Task:
The output should be every line below, retyped exactly, with no images.

── Dataset entries

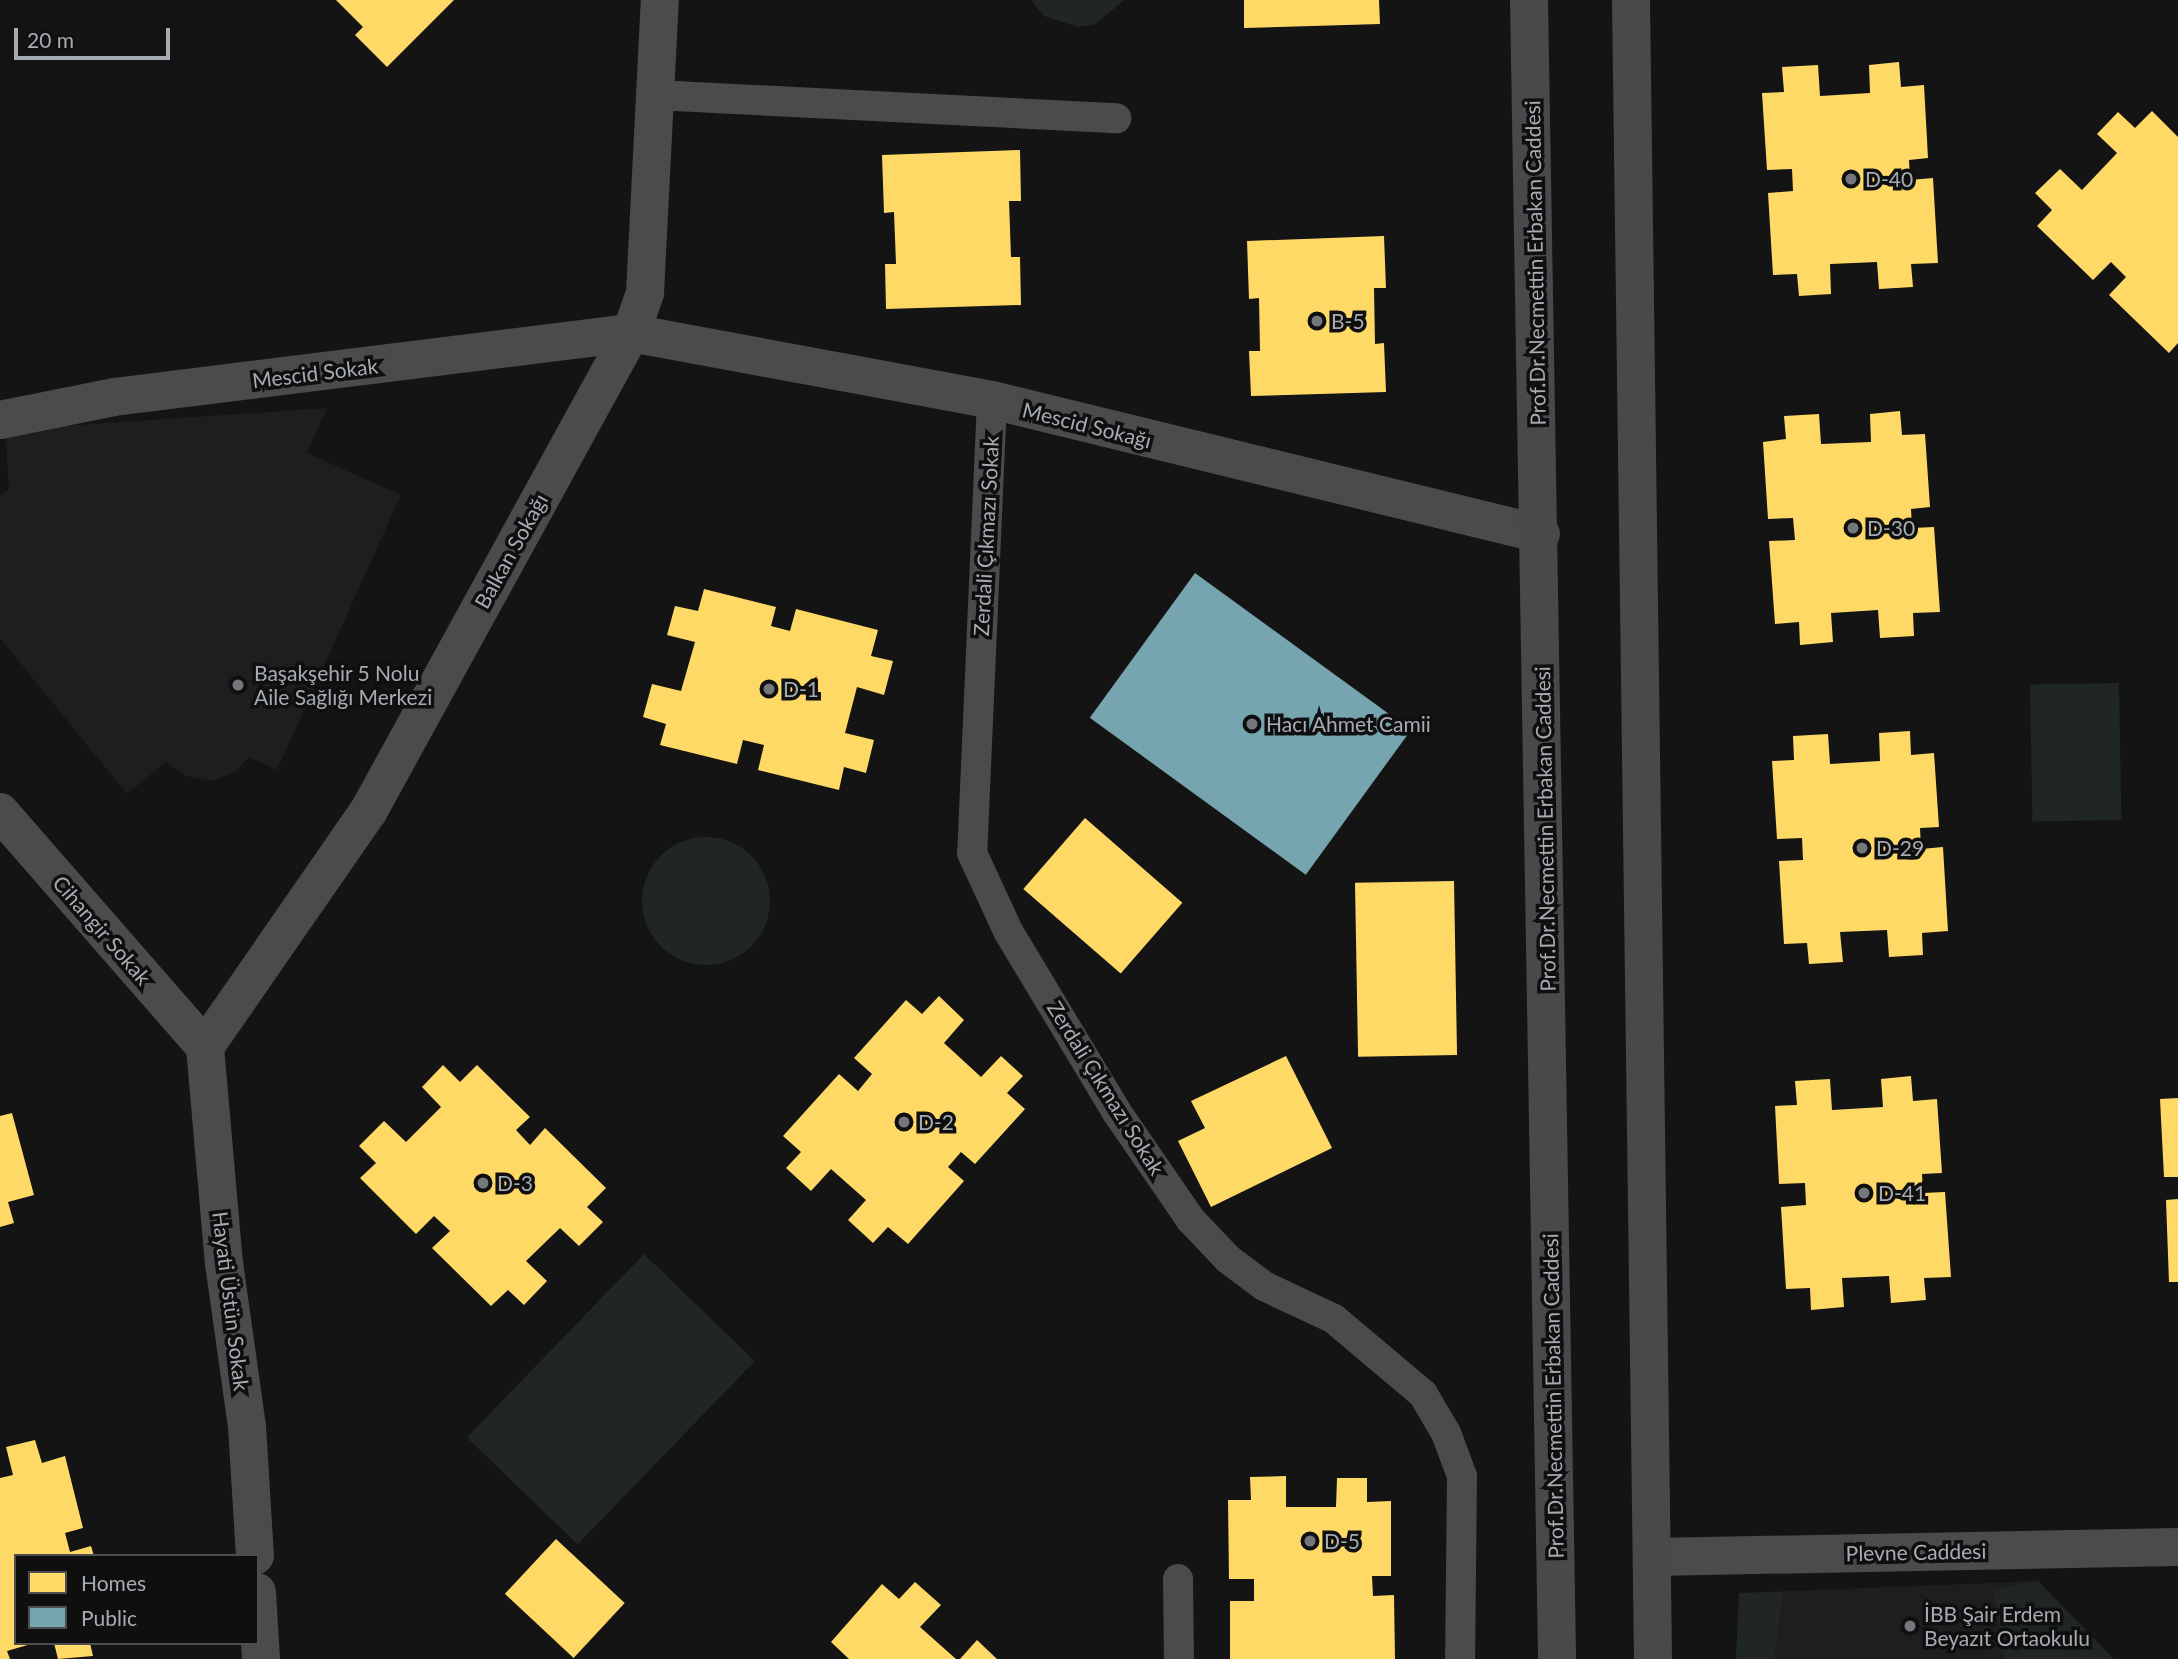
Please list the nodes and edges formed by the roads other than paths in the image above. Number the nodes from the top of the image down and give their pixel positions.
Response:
1 (660, 0) edge
2 (1529, 0) edge
3 (1631, 0) edge
4 (656, 95) junction
5 (1116, 118) dead end
6 (631, 333) junction
7 (992, 400) junction
8 (0, 420) edge
9 (1541, 534) junction
10 (0, 812) edge
11 (205, 1047) junction
12 (2178, 1547) edge
13 (255, 1554) edge
14 (1654, 1557) junction
15 (1178, 1579) dead end
16 (259, 1625) edge
17 (261, 1659) edge
18 (1179, 1659) edge
19 (1461, 1659) edge
20 (1557, 1659) edge
21 (1653, 1659) edge

1 - 4 street, Balkan Sokağı
2 - 9 main road, Prof.Dr.Necmettin Erbakan Caddesi
3 - 14 main road
4 - 5 lane
4 - 6 street, Balkan Sokağı
6 - 7 street, Mescid Sokağı
6 - 8 street, Mescid Sokak
6 - 11 street, Balkan Sokağı
7 - 9 street, Mescid Sokağı
7 - 19 lane, Zerdali Çıkmazı Sokak
9 - 20 main road, Prof.Dr.Necmettin Erbakan Caddesi
10 - 11 street, Cihangir Sokak
11 - 13 street, Hayati Üstün Sokak
12 - 14 street, Plevne Caddesi
14 - 21 main road
15 - 18 lane
16 - 17 street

────

Solution:
Please list the nodes and edges formed by the roads other than paths in the image above. Number the nodes from the top of the image down and give their pixel positions.
Response:
1 (660, 0) edge
2 (1529, 0) edge
3 (1631, 0) edge
4 (656, 95) junction
5 (1116, 118) dead end
6 (631, 333) junction
7 (992, 400) junction
8 (0, 420) edge
9 (1541, 534) junction
10 (0, 812) edge
11 (205, 1047) junction
12 (2178, 1547) edge
13 (255, 1554) edge
14 (1654, 1557) junction
15 (1178, 1579) dead end
16 (259, 1625) edge
17 (261, 1659) edge
18 (1179, 1659) edge
19 (1461, 1659) edge
20 (1557, 1659) edge
21 (1653, 1659) edge

1 - 4 street, Balkan Sokağı
2 - 9 main road, Prof.Dr.Necmettin Erbakan Caddesi
3 - 14 main road
4 - 5 lane
4 - 6 street, Balkan Sokağı
6 - 7 street, Mescid Sokağı
6 - 8 street, Mescid Sokak
6 - 11 street, Balkan Sokağı
7 - 9 street, Mescid Sokağı
7 - 19 lane, Zerdali Çıkmazı Sokak
9 - 20 main road, Prof.Dr.Necmettin Erbakan Caddesi
10 - 11 street, Cihangir Sokak
11 - 13 street, Hayati Üstün Sokak
12 - 14 street, Plevne Caddesi
14 - 21 main road
15 - 18 lane
16 - 17 street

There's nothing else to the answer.